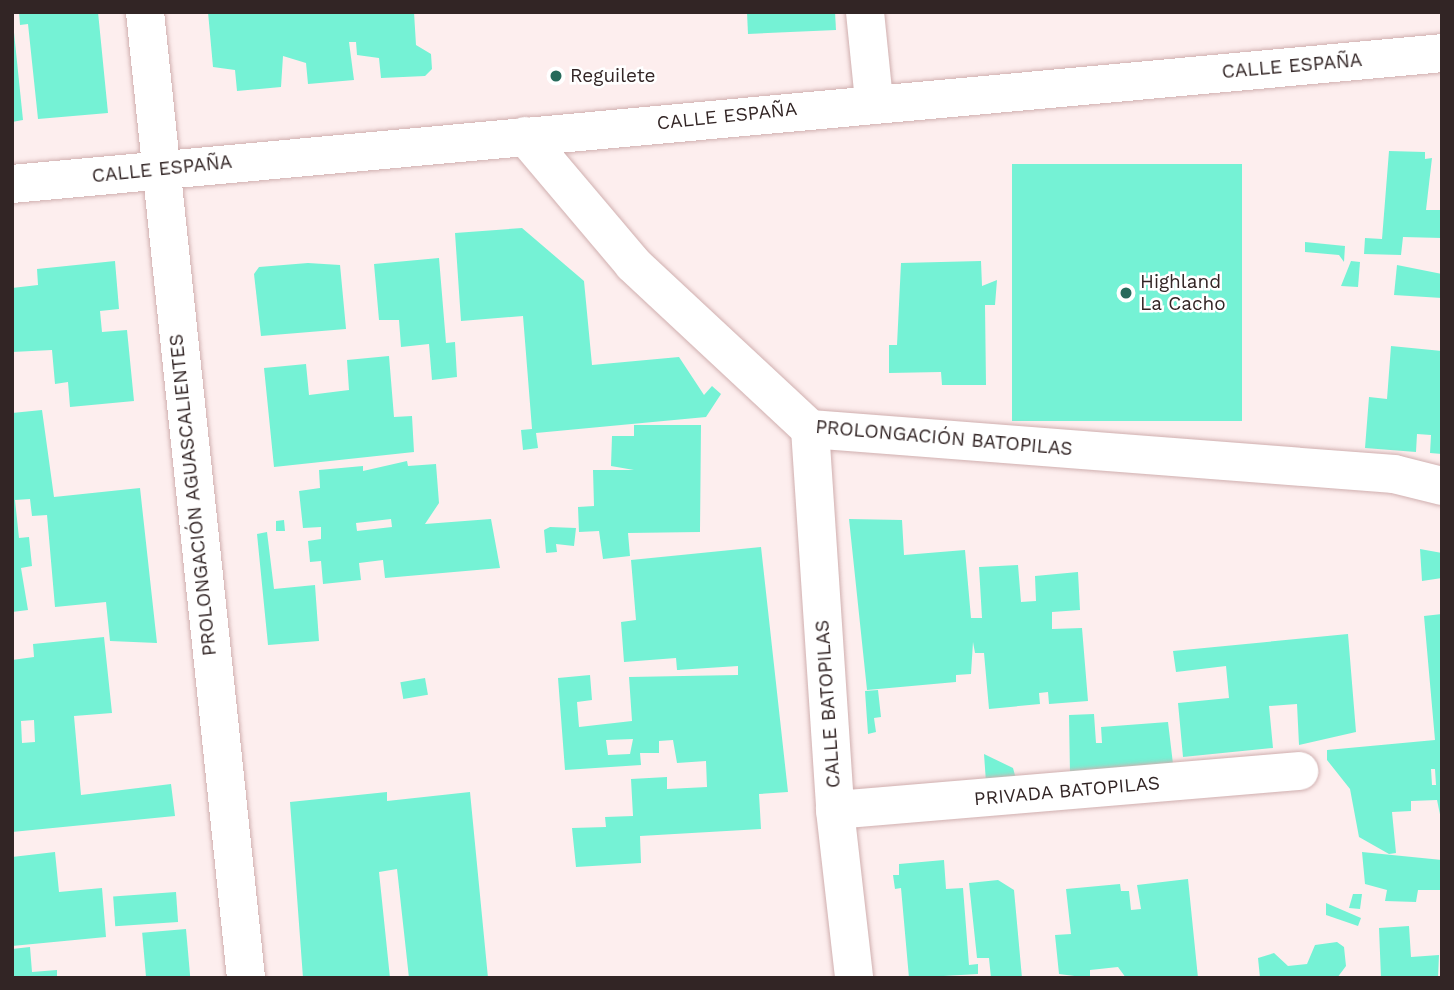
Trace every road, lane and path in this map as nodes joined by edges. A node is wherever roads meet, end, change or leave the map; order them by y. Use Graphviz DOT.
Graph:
graph roads {
  1 [pos="145,12"];
  2 [pos="866,12"];
  3 [pos="1442,53"];
  4 [pos="874,101"];
  5 [pos="525,136"];
  6 [pos="157,169"];
  7 [pos="12,184"];
  8 [pos="810,429"];
  9 [pos="1442,486"];
  10 [pos="1298,771"];
  11 [pos="835,810"];
  12 [pos="246,978"];
  13 [pos="854,978"];
  1 -- 6 [label="street, PROLONGACIÓN AGUASCALIENTES"];
  2 -- 4 [label="street"];
  3 -- 4 [label="street, CALLE ESPAÑA"];
  4 -- 5 [label="street, CALLE ESPAÑA"];
  5 -- 6 [label="street, CALLE ESPAÑA"];
  5 -- 8 [label="street, PROLONGACIÓN BATOPILAS"];
  6 -- 7 [label="street, CALLE ESPAÑA"];
  6 -- 12 [label="street, PROLONGACIÓN AGUASCALIENTES"];
  8 -- 9 [label="street, PROLONGACIÓN BATOPILAS"];
  8 -- 11 [label="street, CALLE BATOPILAS"];
  10 -- 11 [label="street, PRIVADA BATOPILAS"];
  11 -- 13 [label="street, CALLE BATOPILAS"];
}
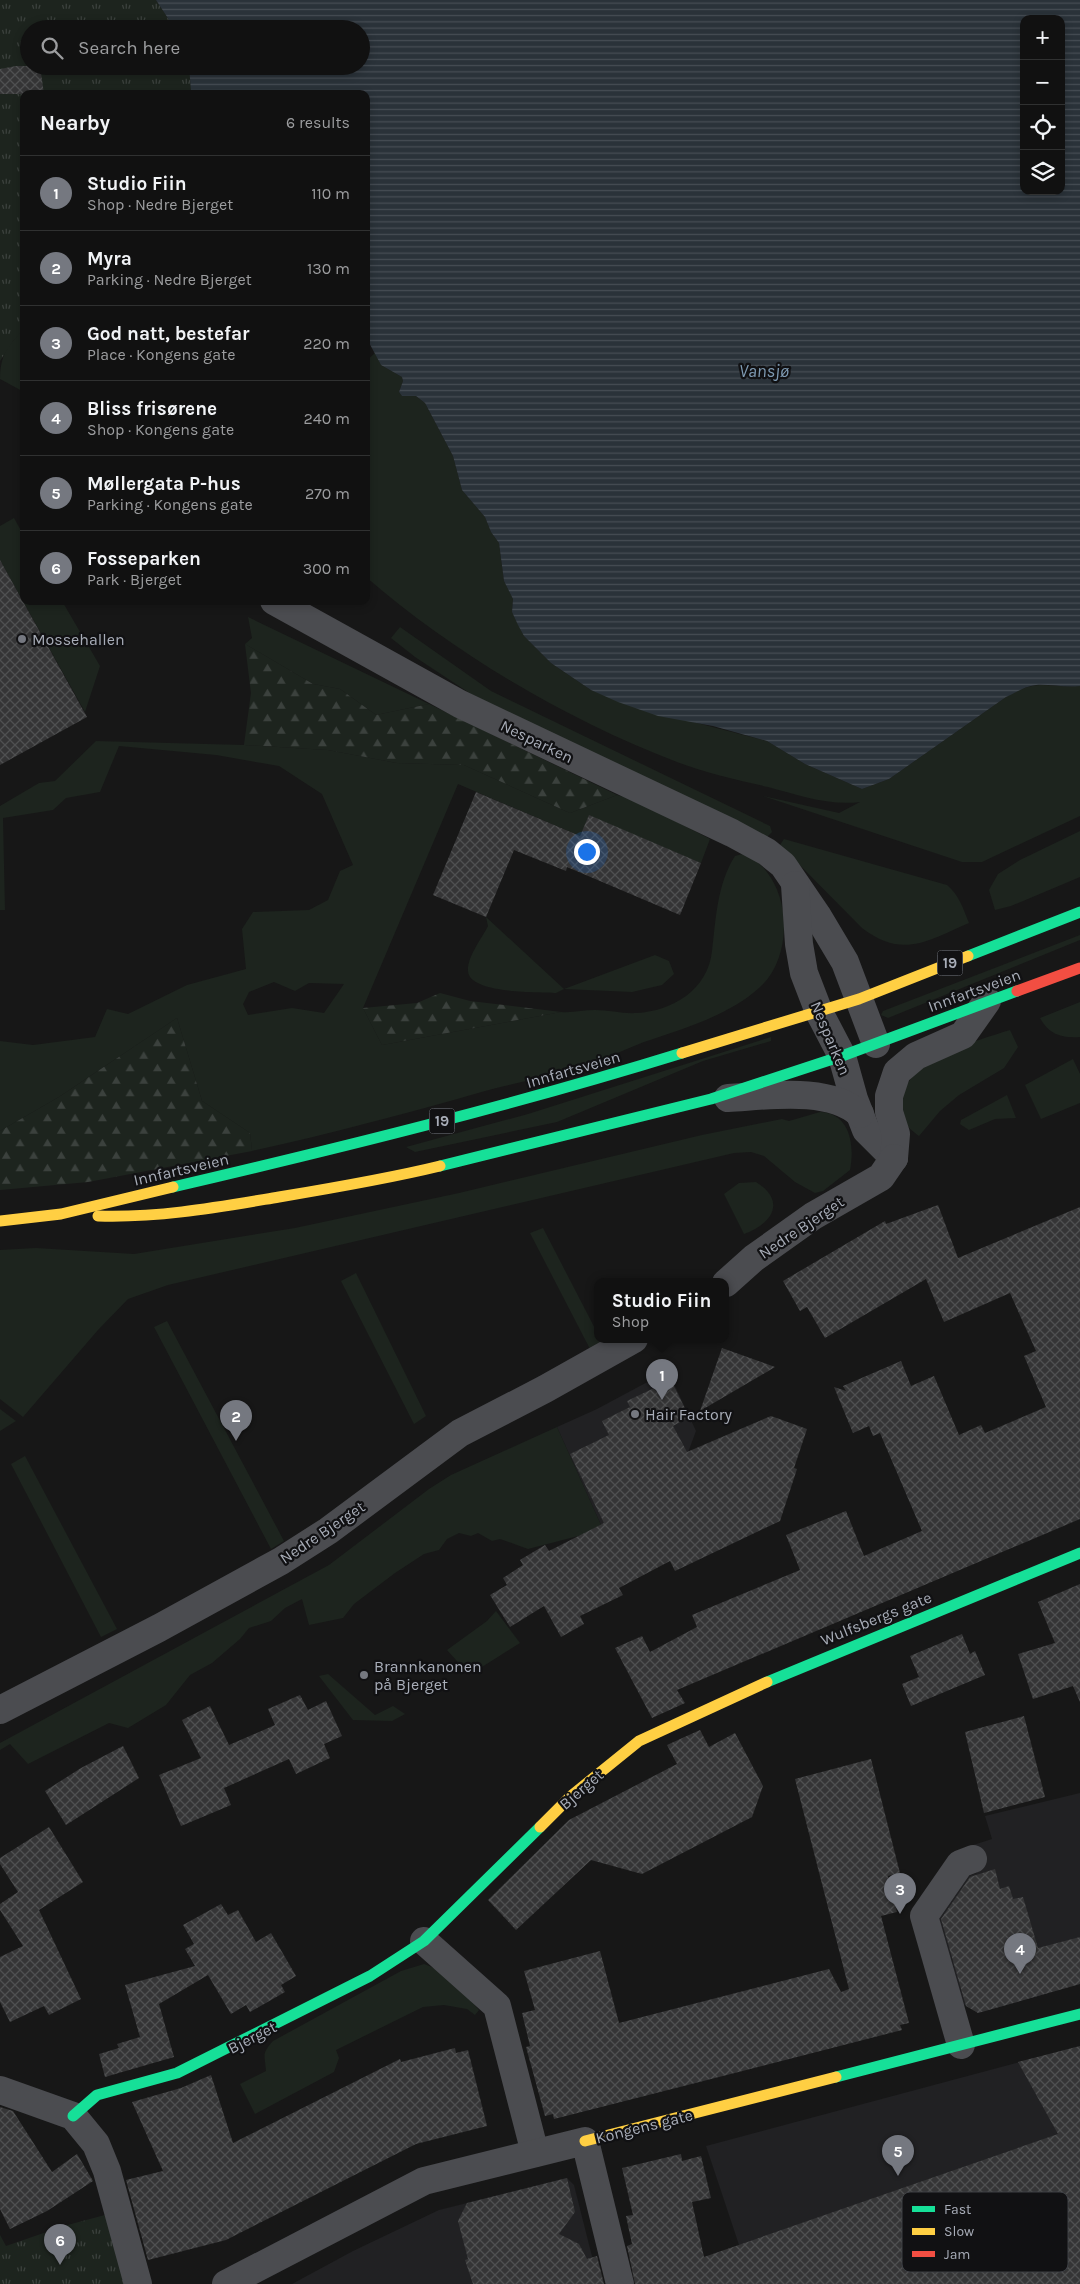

= = = =

-- The task --
Could you retype all the entries above exactly, without the pictures?

-- Solution --
Trace every road, lane and path in this map as nodes joined by edges. A node is wherever roads meet, end, change or leave the map; order them by y. Use Graphviz DOT.
Graph:
graph roads {
  1 [pos="145,12"];
  2 [pos="866,12"];
  3 [pos="1442,53"];
  4 [pos="874,101"];
  5 [pos="525,136"];
  6 [pos="157,169"];
  7 [pos="12,184"];
  8 [pos="810,429"];
  9 [pos="1442,486"];
  10 [pos="1298,771"];
  11 [pos="835,810"];
  12 [pos="246,978"];
  13 [pos="854,978"];
  1 -- 6 [label="street, PROLONGACIÓN AGUASCALIENTES"];
  2 -- 4 [label="street"];
  3 -- 4 [label="street, CALLE ESPAÑA"];
  4 -- 5 [label="street, CALLE ESPAÑA"];
  5 -- 6 [label="street, CALLE ESPAÑA"];
  5 -- 8 [label="street, PROLONGACIÓN BATOPILAS"];
  6 -- 7 [label="street, CALLE ESPAÑA"];
  6 -- 12 [label="street, PROLONGACIÓN AGUASCALIENTES"];
  8 -- 9 [label="street, PROLONGACIÓN BATOPILAS"];
  8 -- 11 [label="street, CALLE BATOPILAS"];
  10 -- 11 [label="street, PRIVADA BATOPILAS"];
  11 -- 13 [label="street, CALLE BATOPILAS"];
}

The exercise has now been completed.